EXERCISE AIM: After reading the data below, copy out every line that contains the word "node".

DATASET RECORDS:
┄┄┄┄┄┄
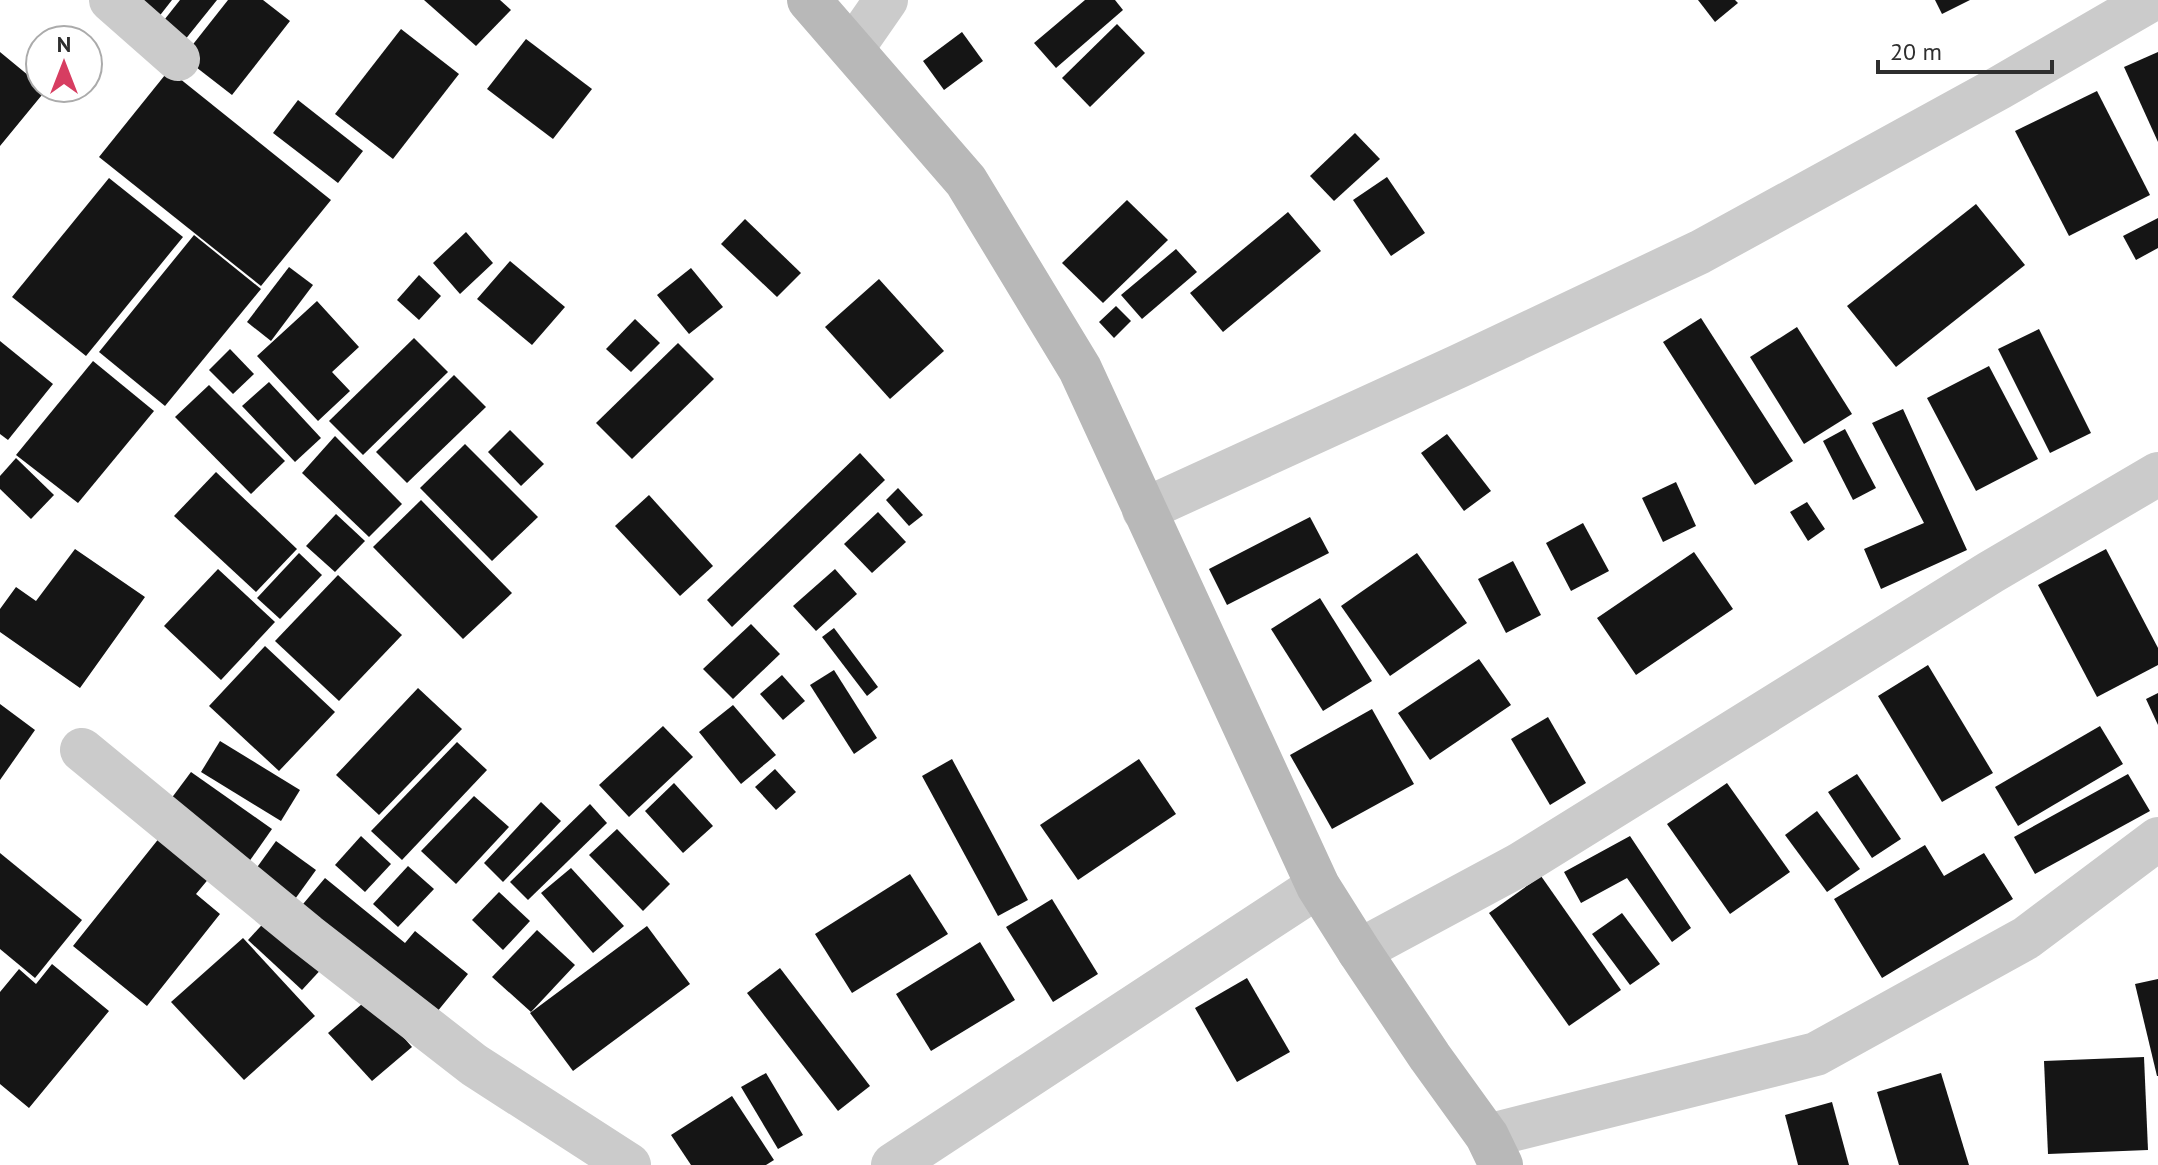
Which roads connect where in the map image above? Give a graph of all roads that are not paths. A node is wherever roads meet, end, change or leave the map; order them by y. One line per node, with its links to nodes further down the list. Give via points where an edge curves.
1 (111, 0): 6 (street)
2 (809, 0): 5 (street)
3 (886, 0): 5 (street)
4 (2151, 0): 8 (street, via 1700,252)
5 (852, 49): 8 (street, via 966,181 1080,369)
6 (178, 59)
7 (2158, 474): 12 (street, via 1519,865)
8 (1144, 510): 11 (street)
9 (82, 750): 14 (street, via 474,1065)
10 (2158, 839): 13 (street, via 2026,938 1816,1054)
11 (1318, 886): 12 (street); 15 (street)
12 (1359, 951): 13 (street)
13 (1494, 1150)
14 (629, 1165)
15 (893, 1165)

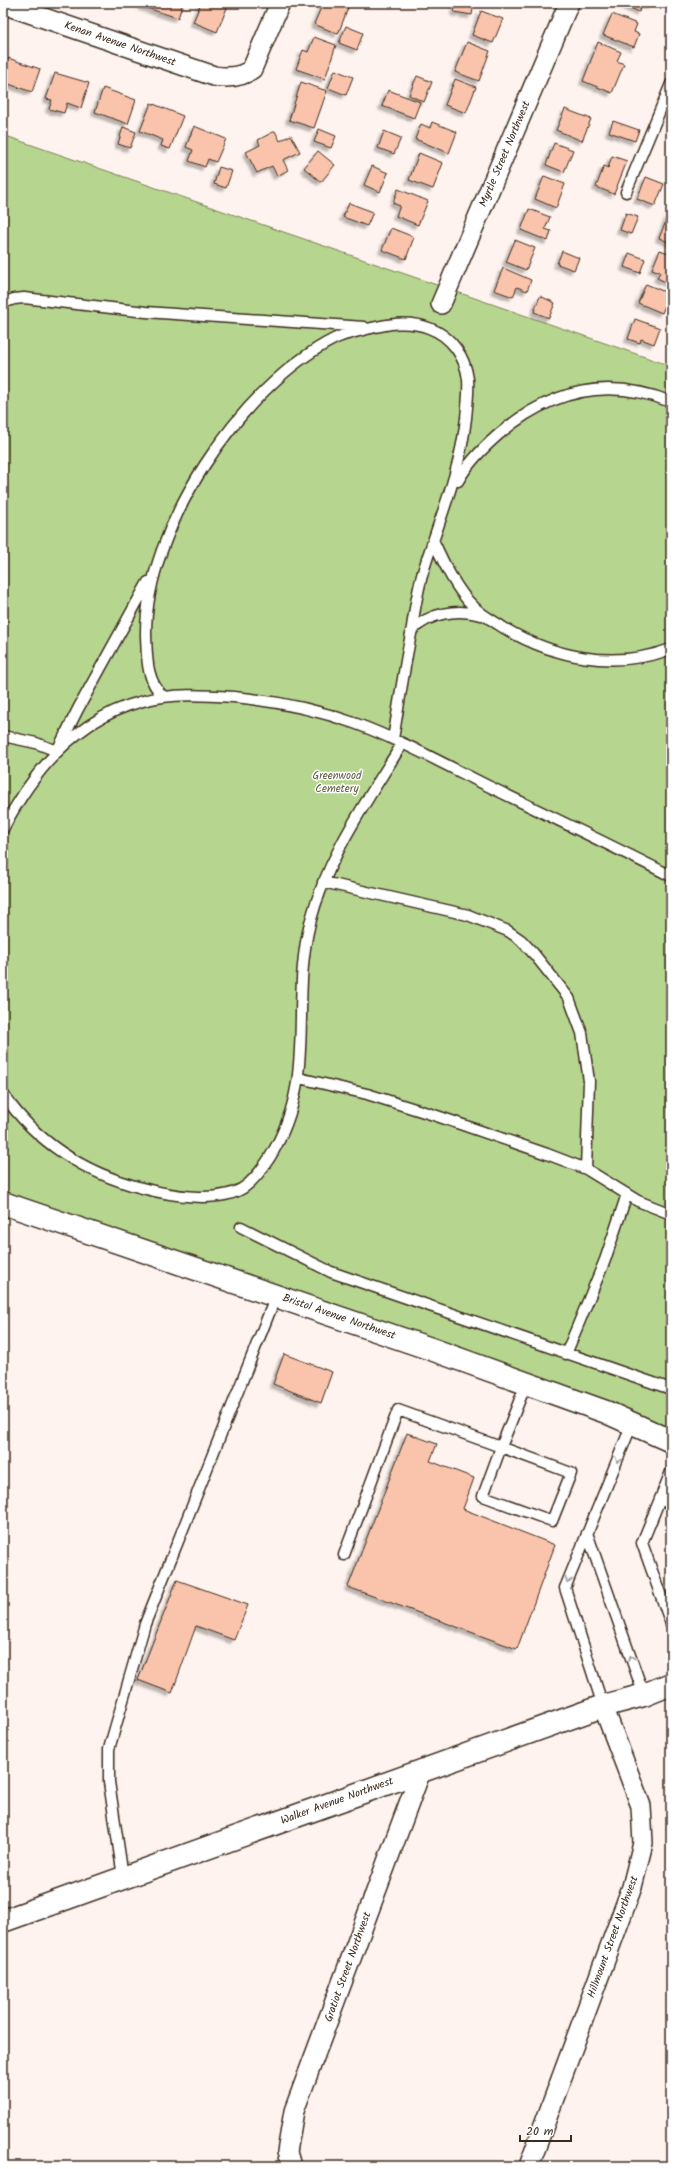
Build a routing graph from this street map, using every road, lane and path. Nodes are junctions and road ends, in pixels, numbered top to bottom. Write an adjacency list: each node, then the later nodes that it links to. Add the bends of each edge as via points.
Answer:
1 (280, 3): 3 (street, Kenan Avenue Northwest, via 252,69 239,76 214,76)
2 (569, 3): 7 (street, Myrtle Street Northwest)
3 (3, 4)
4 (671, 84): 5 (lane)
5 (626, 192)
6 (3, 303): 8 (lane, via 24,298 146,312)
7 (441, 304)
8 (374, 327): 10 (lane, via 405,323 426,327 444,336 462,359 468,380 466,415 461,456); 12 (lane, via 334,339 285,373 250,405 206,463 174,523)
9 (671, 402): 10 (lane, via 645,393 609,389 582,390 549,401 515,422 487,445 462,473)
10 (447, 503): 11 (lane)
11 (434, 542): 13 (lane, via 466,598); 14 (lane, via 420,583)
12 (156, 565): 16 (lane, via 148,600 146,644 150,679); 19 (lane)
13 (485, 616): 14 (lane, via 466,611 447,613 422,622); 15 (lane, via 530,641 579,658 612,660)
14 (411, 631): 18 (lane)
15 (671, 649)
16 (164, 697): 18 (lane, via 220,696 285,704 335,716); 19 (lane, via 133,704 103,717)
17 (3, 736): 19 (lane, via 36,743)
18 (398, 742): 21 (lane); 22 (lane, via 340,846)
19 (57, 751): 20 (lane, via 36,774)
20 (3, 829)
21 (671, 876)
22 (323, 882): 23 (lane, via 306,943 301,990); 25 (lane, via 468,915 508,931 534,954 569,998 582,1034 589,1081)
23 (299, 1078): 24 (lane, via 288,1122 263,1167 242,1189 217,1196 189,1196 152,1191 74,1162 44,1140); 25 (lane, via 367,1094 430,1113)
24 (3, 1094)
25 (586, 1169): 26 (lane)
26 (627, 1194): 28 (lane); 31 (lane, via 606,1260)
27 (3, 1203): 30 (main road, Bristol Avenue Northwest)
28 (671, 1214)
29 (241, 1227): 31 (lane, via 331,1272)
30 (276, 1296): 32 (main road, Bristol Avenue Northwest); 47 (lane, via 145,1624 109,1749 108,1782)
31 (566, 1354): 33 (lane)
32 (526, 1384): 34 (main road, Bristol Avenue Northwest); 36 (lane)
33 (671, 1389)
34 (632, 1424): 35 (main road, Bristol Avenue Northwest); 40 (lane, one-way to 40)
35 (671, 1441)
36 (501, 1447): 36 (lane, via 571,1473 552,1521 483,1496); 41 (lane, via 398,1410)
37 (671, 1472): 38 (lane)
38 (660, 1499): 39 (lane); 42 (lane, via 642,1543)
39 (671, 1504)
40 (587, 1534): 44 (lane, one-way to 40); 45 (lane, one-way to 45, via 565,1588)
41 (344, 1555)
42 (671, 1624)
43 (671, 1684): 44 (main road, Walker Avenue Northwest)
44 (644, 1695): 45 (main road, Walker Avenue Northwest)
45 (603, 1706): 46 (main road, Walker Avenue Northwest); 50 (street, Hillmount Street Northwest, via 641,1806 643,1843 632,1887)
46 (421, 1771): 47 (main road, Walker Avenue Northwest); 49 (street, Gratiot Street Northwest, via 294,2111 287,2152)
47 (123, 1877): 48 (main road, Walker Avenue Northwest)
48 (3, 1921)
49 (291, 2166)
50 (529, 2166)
┄┄┄┄┄┄
EXERCISE ANSWER:
Which roads connect where in the map image above? Give a graph of all roads that are not paths. A node is wherever roads meet, end, change or leave the map; order them by y. One line per node, with its links to nodes further down the list. Give via points where an edge curves.
Build a routing graph from this street map, using every road, lane and path. Nodes are junctions and road ends, in pixels, numbered top to bottom. Write an adjacency list: each node, then the later nodes that it links to. Add the bends of each edge as via points.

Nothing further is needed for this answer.